A MOTORIST who mounted a pavement and ran into his ex-partner’s friend has been freed by merciful judges.
Glenn Paul Shore (30) who was angry after his ex burnt his clothes was able to go home to spend Christmas with the disabled brother he cares for.
Shore, of Redscope Crescent, Kimberworth, was jailed for six months at Sheffield Crown Court on November 23.
He admitted common assault and driving without due care and attention, Judge Mark Lucraft QC told London’s Appeal Court.
Shore’s relationship with Sara Swinbourne, which began in October 2015, had come to an end, the court heard.
In April, he told her he was going to collect his clothes from her home and she said she would burn them, which she did, said the judge.
Shore drove to her home but she did not answer the door so he parked by a junction in a nearby street.
When he saw her friend, Lea Shelton, walking down the street he mounted the pavement and collided with her.

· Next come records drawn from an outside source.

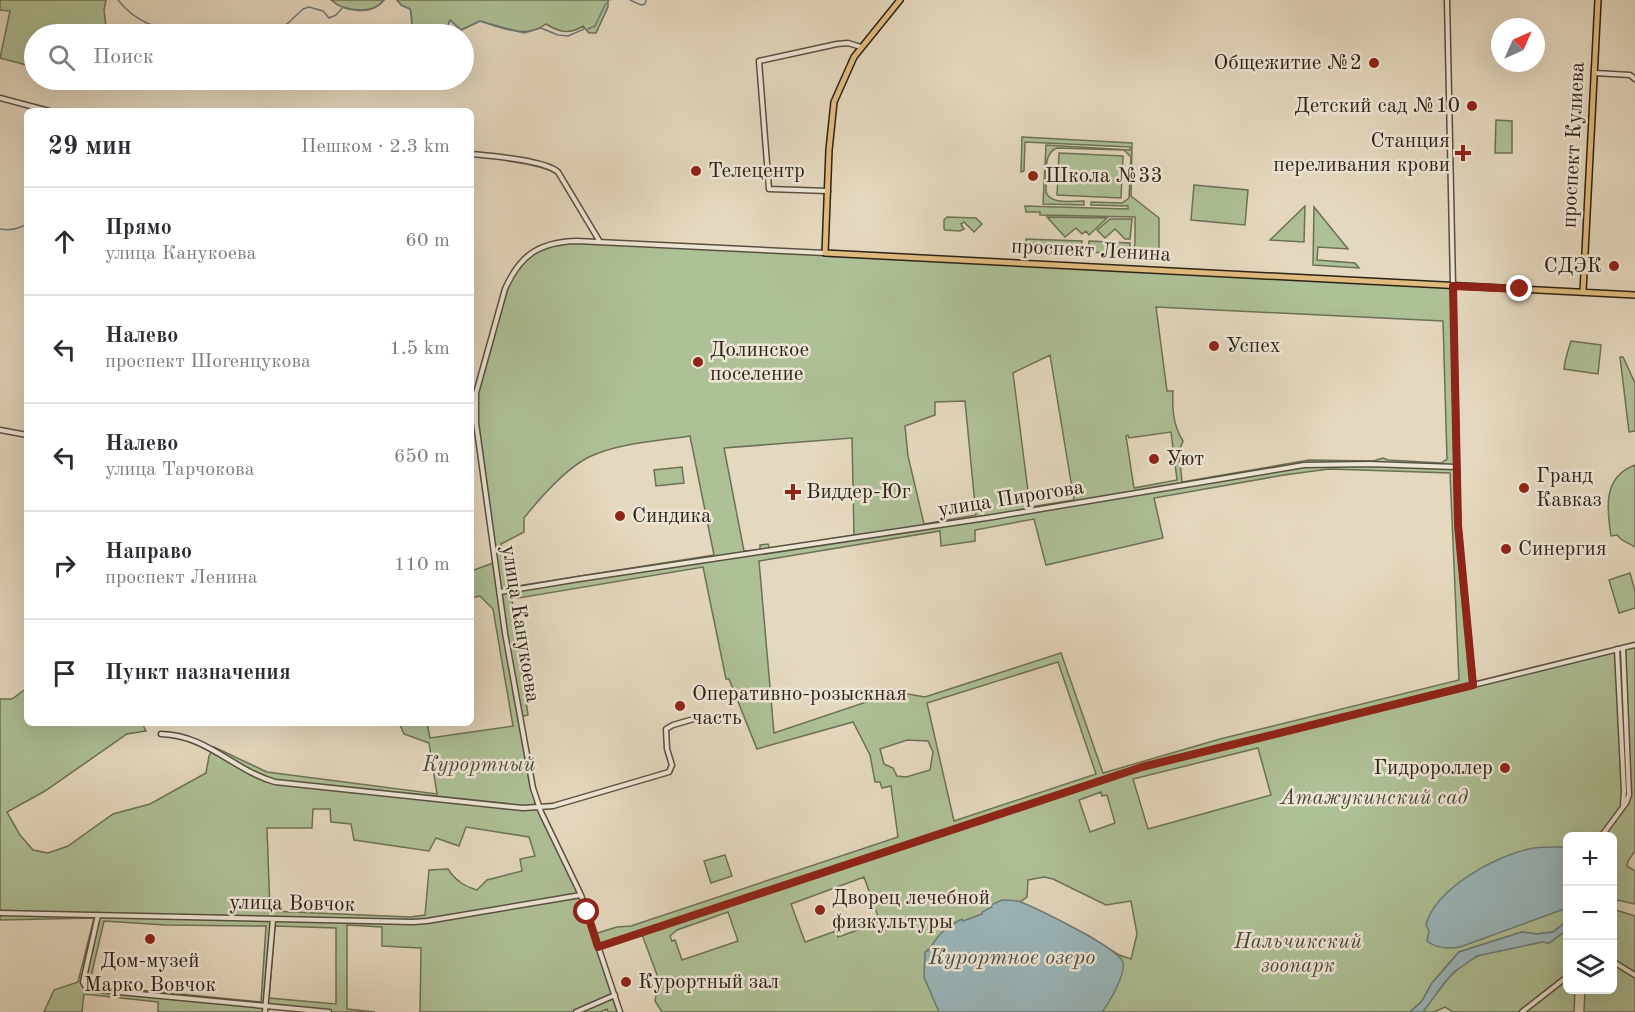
<!DOCTYPE html>
<html lang="ru">
<head>
<meta charset="utf-8">
<style>
  body { margin:0; font-family:"Old Standard TT",serif; background:#f7f7f7; color:#2b2b33 }
  .controls { position:absolute; right:18px; bottom:18px; display:grid; overflow:hidden; border-radius:9px; box-shadow:0 6px 24px #0002 }
  .controls button { width:54px; height:54px; display:grid; place-items:center; padding:0; border:0; border-bottom:2px solid #e1e1e2; background:#fff; color:#2b2b33; font:30px sans-serif }
  .compass { position:absolute; left:1491px; top:18px; width:54px; height:54px; border-radius:50%; background:#fff; box-shadow:0 6px 24px #0002; rotate:45deg }
  .stop { position:absolute; width:18px; height:18px; margin:-14px; border:4px solid #8f2418; border-radius:50%; background:#fff }
  .stop.end { background:#8f2418; border-color:#fff; box-shadow:0 2px 6px #0008 }
  .list { margin:0; padding:0; list-style:none }
  h2 { display:flex; justify-content:space-between; align-items:center; height:78px; margin:0; padding:0 24px; font-size:26px }
  h2 small { font-size:20px; font-weight:400; color:#7c7c81 }
  .list li { display:grid; grid-template-columns:39px 1fr auto; gap:18px; align-items:center; box-sizing:border-box; height:108px; padding:0 24px; border-top:2px solid #e1e1e2 }
  .list b { display:block; font-size:22px; white-space:nowrap }
  .list p { margin:0; font-size:20px; white-space:nowrap; color:#7c7c81 }
  .list em { font-size:20px; font-style:normal; color:#7c7c81 }
  .icon { flex:none; width:33px; height:33px; fill:none; stroke:currentColor; stroke-width:2; stroke-linecap:round; stroke-linejoin:round }
  .map { position:relative; flex:none; width:1635px; height:1012px; overflow:hidden }
  .search { position:absolute; background:#fff; box-shadow:0 6px 24px #0002; left:24px; top:24px; width:450px; height:66px; display:flex; align-items:center; gap:15px; box-sizing:border-box; padding:0 21px; border-radius:33px; color:#7c7c81; font-size:22px }
  .panel { position:absolute; background:#fff; box-shadow:0 6px 24px #0002; left:24px; top:108px; width:450px; height:618px; border-radius:9px }
  .map>svg:first-child { display:block }
  .green { fill:#aec096; stroke:#6c7156; stroke-width:1.5; fill-rule:evenodd }
  .water { fill:#9ab7bc; stroke:#6e7b7a; stroke-width:1.5 }
  .lines { fill:none; stroke-linecap:round; stroke-linejoin:round }
  .stream { stroke:#6e7b7a; stroke-width:1.5 }
  .minor-casing { stroke:#595041; stroke-width:7 }
  .major-casing { stroke:#2b2217; stroke-width:8 }
  .minor { stroke:#ede6d5; stroke-width:4 }
  .major { stroke:#e2bc7f; stroke-width:5 }
  .route { stroke:#8f2418; stroke-width:8 }
  .poi-dot { fill:#8f2418; stroke:#ede6d5; stroke-width:2 }
  .labels { text-anchor:middle; dominant-baseline:central; stroke-width:5; stroke-linejoin:round; paint-order:stroke }
  .poi-label { font-size:21px; fill:#2b2217; stroke:#ede6d5; text-anchor:start }
  .street-label { font-size:21px; fill:#2b2217; stroke:#ede6d5 }
  .park-label { font-size:21px; font-style:italic; fill:#4c4a37; stroke:#ede6d5 }
  .water-label { font-size:22px; font-style:italic; fill:#4c4f49; stroke:#ede6d5 }
</style>
</head>
<body>
<div class="map">
<svg width="1635" height="1012" viewBox="0 0 1635 1012">
  <rect width="100%" height="100%" fill="#e4d8be"/>
  <filter id="stains"><feTurbulence type="fractalNoise" baseFrequency=".00333" numOctaves="4"/><feColorMatrix values="0 0 0 0 .2 0 0 0 0 .09 0 0 0 0 .02 0 0 0 .5 -.17"/></filter>
  <radialGradient id="worn" r=".72"><stop offset=".6" stop-color="#630" stop-opacity="0"/><stop offset="1" stop-color="#630" stop-opacity=".3"/></radialGradient>
  <path class="green" d="M0,0H106L104,10L107,34H34V67L0,58L10,11L0,10Z
    M331,0H384C372,16 344,12 331,0Z
    M397,0H608V7L596,33H589L583,26C569,35 559,32 546,24C525,39 502,28 480,21L461,30L450,20L448,25V34H414C410,26 413,17 410,9L401,5Z
    M1496,120L1512,121V153H1495Z
    M1022,137L1132,143L1131,196L1159,218V257L1133,256L1135,243V217L1040,215V212H1026L1025,206L1128,209V206L1091,205V202L1122,203L1129,198L1131,157L1124,150L1057,148C1042,153 1047,178 1046,192C1051,205 1071,201 1084,201V205L1043,204L1046,145L1130,150V147L1025,142L1024,171L1021,172Z
    M1059,153L1123,156L1121,198L1057,195Z
    M1194,185L1248,190L1245,225L1191,220Z
    M1305,206L1304,242L1270,240Z
    M1314,207L1348,249L1318,247L1317,260L1355,263L1359,268L1313,265Z
    M947,217L976,218L982,224L974,232L964,222L961,224L964,229L960,231L945,230L944,229V220Z
    M1047,217L1107,218L1089,235L1086,231L1082,234L1076,228L1065,237Z
    M1110,219H1132L1130,239H1125L1115,229L1105,238L1097,230Z
    M1026,239L1082,241L1081,252L1026,250Z
    M564,241L1453,286L1458,525L1473,684L1635,645V851L1628,861L1627,866L1635,871V904L1617,900L1613,901L1612,836H1568L1567,921L1553,932L1537,934L1522,932L1459,952L1432,983L1422,1001L1410,1012H662L655,1001L659,980L641,932L598,947L620,1012H608L607,1009L600,1012H420L421,948L382,946V927L347,925V1009L375,1012H329L266,1006L265,1012H158V1002L84,994L82,1012H44L54,990L78,982L94,918L0,920V699H12L27,688V723H142L146,731L127,734L45,791L7,812L20,835L33,850L48,853L68,846L113,814L150,804L206,773L209,756L214,747L267,772L437,794L429,743L404,734L399,723H427L430,738L513,726L493,609L480,596L471,598V571L496,562L479,449L475,399L505,289L514,270L536,250ZM1156,307L1443,321L1447,459L1441,463L1388,460L1383,458L1373,461L1309,460L1182,482L1179,451L1183,441C1173,425 1172,409 1173,391H1167ZM1050,355L1074,500L1030,507L1013,373ZM965,401L976,515L924,524L908,456L905,426L935,415V402ZM1171,432L1177,480L1134,488L1126,436L1128,435L1129,438ZM690,436L714,555L511,587L501,544L524,532V518C540,498 565,469 589,457C617,443 659,441 690,436ZM852,438L854,535L770,549L768,544L760,545V550L744,551L724,448ZM1329,469L1450,473L1459,680L1220,739L1103,773L1061,653L925,697L896,692L774,733L759,561L940,531L941,546L975,541V530L1034,519L1046,565L1163,538L1154,498L1284,475ZM703,567L726,679H729L757,749L853,722L870,755L875,782H880L882,788L891,786L898,837L631,926L617,927L594,934L581,895L535,796L520,717L528,715L512,599ZM1058,662L1096,774L954,821L927,703ZM907,740L928,741L933,752L930,770L906,777L897,776L893,768L884,764L880,749ZM1258,748L1271,795L1148,829L1133,779ZM1101,792L1102,796L1107,795L1115,823L1090,832L1079,800ZM313,809H330L331,822L351,824L354,840L429,851L436,838L459,846L466,827L529,837L535,856L520,859L522,871L487,880L477,890C464,886 456,881 448,869L429,870L425,915L410,917L270,911L267,828H312ZM864,877L880,922L838,937L836,931L805,942L791,904ZM1044,877L1053,879L1106,905L1131,901L1137,934L1131,959L1119,955L1089,936L1020,902L1027,897L1028,880ZM728,912L738,941L682,960L675,940L672,941L670,936L677,930ZM104,921L165,925L266,926L261,1002L89,985ZM275,926L336,928V1004L269,998Z
    M1089,241L1130,243V254L1088,252Z
    M1571,341L1601,345L1598,374L1564,369C1565,358 1568,351 1571,341Z
    M1620,357H1623L1635,383V431L1629,432Z
    M1635,465V547L1622,540L1617,535L1611,536C1607,510 1602,477 1635,465Z
    M682,467L684,483L656,486L654,470Z
    M1630,573L1635,591V608L1619,613L1609,580Z
    M725,855L732,876L711,883L704,861Z
    M1613,909L1635,916V1012H1584L1585,990H1612Z
    M1567,930L1568,990H1575L1574,1012H1453L1445,1007L1434,1012H1423C1438,991 1453,967 1478,956C1492,949 1524,946 1542,942L1549,943Z"/>
  <path class="water" d="M1562,847L1567,848V908L1460,947C1449,949 1436,948 1427,941L1429,931L1426,925C1435,889 1495,856 1529,849C1539,846 1551,847 1562,847Z
    M1002,900C1008,900 1015,900 1021,902C1038,909 1117,947 1123,962C1126,974 1109,1003 1102,1012H939L924,977L925,952L928,951L927,950L930,949C937,935 946,927 962,919L963,921L982,914V912L992,907L991,905Z
    M1567,921V930L1549,943L1542,942L1477,956L1454,972L1445,982L1423,1012H1410L1422,1001L1432,983L1459,952L1522,932L1537,934L1553,932Z"/>
  <g class="lines">
    <path class="stream" d="M118,0C126,10 137,19 149,24C159,27 167,28 176,34
      M397,0L401,5L410,9C413,17 410,26 414,34
      M609,0H610
      M630,0L641,5L645,4L646,0
      M273,29L287,24L303,9L309,7L323,11L329,18L336,15L343,7C357,11 374,13 384,0
      M588,29L595,26L606,3
      M264,34L268,32
      M448,34V25L450,20L461,30L480,21L524,33L541,28L558,35L568,36L584,29
      M0,229C10,231 18,229 27,224"/>
    <defs>
      <path id="minor" d="M1447,0L1458,525L1473,685
        M1595,73L1630,75L1635,79
        M0,98L49,111
        M471,154C491,156 544,160 558,172L600,242
        M828,191L769,189L759,61L837,44L848,43L861,47
        M0,430L27,435
        M500,592L579,579L993,517L1304,465L1369,464L1456,467
        M1617,649L1624,791L1623,805
        M161,734C207,735 233,770 275,782L523,808L553,806L669,772L672,765L667,749L666,729L673,725L704,716
        M1603,834L1626,803L1629,795L1623,648
        M0,913L413,922L427,921L581,895
        M98,915L83,982L87,989L329,1012
        M598,947L1142,767L1635,645
        M1612,961L1635,975
        M265,1012L273,919
        M576,1012L615,995
        M620,1012L581,895L541,812L533,788L505,633L476,423V393L505,289C520,255 539,242 577,241L825,253
        M1522,1012L1568,976"/>
      <path id="major" d="M900,0L854,57L834,102L829,150L825,253L1635,295
        M1583,292L1598,0"/>
    </defs>
    <use href="#minor" class="minor-casing"/>
    <use href="#major" class="major-casing"/>
    <use href="#minor" class="minor"/>
    <use href="#major" class="major"/>
  </g>
  <g class="lines">
    <path class="route" d="M587,912L598,947L1142,767L1473,685L1458,525L1453,286L1520,289"/>
  </g>
  <g class="poi-dot">
    <circle cx="1374" cy="63" r="6"/>
    <circle cx="1472" cy="106" r="6"/>
    <path d="M1460 144h6v6h6v6h-6v6h-6v-6h-6v-6h6z"/>
    <circle cx="696" cy="171" r="6"/>
    <circle cx="1033" cy="176" r="6"/>
    <circle cx="1614" cy="266" r="6"/>
    <circle cx="1214" cy="346" r="6"/>
    <circle cx="698" cy="362" r="6"/>
    <circle cx="1154" cy="459" r="6"/>
    <circle cx="1524" cy="488" r="6"/>
    <path d="M790 483h6v6h6v6h-6v6h-6v-6h-6v-6h6z"/>
    <circle cx="620" cy="516" r="6"/>
    <circle cx="1506" cy="549" r="6"/>
    <circle cx="680" cy="706" r="6"/>
    <circle cx="1505" cy="768" r="6"/>
    <circle cx="820" cy="910" r="6"/>
    <circle cx="150" cy="939" r="6"/>
    <circle cx="626" cy="982" r="6"/>
  </g>
  <g class="labels">
    <g class="poi-label">
      <text x="1362" y="63" text-anchor="end">Общежитие №2</text>
      <text x="1460" y="106" text-anchor="end">Детский сад №10</text>
      <text x="1450" y="141" text-anchor="end">Станция<tspan x="1450" dy="24">переливания крови</tspan></text>
      <text x="708" y="171">Телецентр</text>
      <text x="1045" y="176">Школа №33</text>
      <text x="1602" y="266" text-anchor="end">СДЭК</text>
      <text x="1226" y="346">Успех</text>
      <text x="710" y="350">Долинское<tspan x="710" dy="24">поселение</tspan></text>
      <text x="1166" y="459">Уют</text>
      <text x="1536" y="476">Гранд<tspan x="1536" dy="24">Кавказ</tspan></text>
      <text x="806" y="492">Виддер-Юг</text>
      <text x="632" y="516">Синдика</text>
      <text x="1518" y="549">Синергия</text>
      <text x="692" y="694">Оперативно-розыскная<tspan x="692" dy="24">часть</tspan></text>
      <text x="1493" y="768" text-anchor="end">Гидророллер</text>
      <text x="832" y="898">Дворец лечебной<tspan x="832" dy="24">физкультуры</tspan></text>
      <text x="150" y="961" text-anchor="middle">Дом-музей<tspan x="150" dy="24">Марко Вовчок</tspan></text>
      <text x="638" y="982">Курортный зал</text>
    </g>
    <g class="street-label">
      <text transform="translate(1574 145) rotate(-87)">проспект Кулиева</text>
      <text transform="translate(1091 251) rotate(3)">проспект Ленина</text>
      <text transform="translate(1011 499) rotate(-9)">улица Пирогова</text>
      <text transform="translate(520 624) rotate(81)">улица Канукоева</text>
      <text transform="translate(292 904) rotate(1)">улица Вовчок</text>
    </g>
    <g class="park-label">
      <text x="479" y="765">Курортный</text>
      <text x="1374" y="798">Атажукинский сад</text>
      <text x="1298" y="942">Нальчикский<tspan x="1298" dy="24">зоопарк</tspan></text>
    </g>
    <g class="water-label">
      <text x="1012" y="958">Курортное озеро</text>
    </g>
  </g>
  <rect width="100%" height="100%" filter="url(#stains)"/>
  <rect width="100%" height="100%" fill="url(#worn)"/>
</svg>
<div class="controls">
<button>+</button>
<button>−</button>
<button><svg class="icon" aria-label="layers" viewBox="0 0 24 24"><path d="M12 4l9 5-9 5-9-5zM3 14l9 5 9-5"/></svg></button>
</div>
<svg class="compass" viewBox="-18 -18 36 36"><path d="M0-13l5 13h-10z" fill="#e53935"/><path d="M0 13l5-13h-10z" fill="#7c7c81"/></svg>
<div class="stop" style="left:587px;top:912px"></div>
<div class="stop end" style="left:1520px;top:289px"></div>
<div class="search"><svg class="icon" aria-label="search" viewBox="0 0 24 24"><circle cx="10" cy="10" r="6"/><path d="M15 15l6 6"/></svg>Поиск</div>
<section class="panel">
<h2>29 мин<small>Пешком · 2.3 km</small></h2>
<ul class="list">
<li><svg class="icon" aria-label="ahead" viewBox="0 0 24 24"><path d="M12 20V5M6 11l6-6 6 6"/></svg><div><b>Прямо</b><p>улица Канукоева</p></div><em>60 m</em></li>
<li><svg class="icon" aria-label="left" viewBox="0 0 24 24"><path d="M17 20v-9H6M10 6l-5 5 5 5"/></svg><div><b>Налево</b><p>проспект Шогенцукова</p></div><em>1.5 km</em></li>
<li><svg class="icon" aria-label="left" viewBox="0 0 24 24"><path d="M17 20v-9H6M10 6l-5 5 5 5"/></svg><div><b>Налево</b><p>улица Тарчокова</p></div><em>650 m</em></li>
<li><svg class="icon" aria-label="right" viewBox="0 0 24 24"><path d="M7 20v-9h11M14 6l5 5-5 5"/></svg><div><b>Направо</b><p>проспект Ленина</p></div><em>110 m</em></li>
<li><svg class="icon" aria-label="arrive" viewBox="0 0 24 24"><path d="M6 21V4h12l-3 4 3 4H6"/></svg><div><b>Пункт назначения</b></div></li>
</ul>
</section>
</div>
</body>
</html>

There had been “tension” between Ms Shelton and Shore, added the judge.
She ended up on the bonnet of the car and was carried a short distance before falling to the ground.
Shore drove off and, fortunately, his victim was not seriously injured.
He had no previous convictions but had a reprimand for possessing a weapon in public and a caution for assault occasioning actual bodily harm.
A probation officer’s report said he accepted his behaviour towards his former partner had been “controlling” and he “deeply regretted” his crimes.
Ms Hannah Walker, for Shore, argued his jail term was far too tough and should have been suspended, as recommended by the probation officer.
He should have received more credit for his personal mitigation, including being the carer for his severely disabled twin brother, the barrister argued.
Judge Lucraft said: “There were good reasons for marking this offending with a custodial sentence.
“But it could and should have been a little shorter in length and suspended.”
The judge, sitting with Lord Justice Irwin and Mr Justice Picken, quashed the six-month jail term and replaced it with a three-month suspended sentence.
The suspended sentence includes a rehabilitation requirement, and a 12-month driving ban remains in place.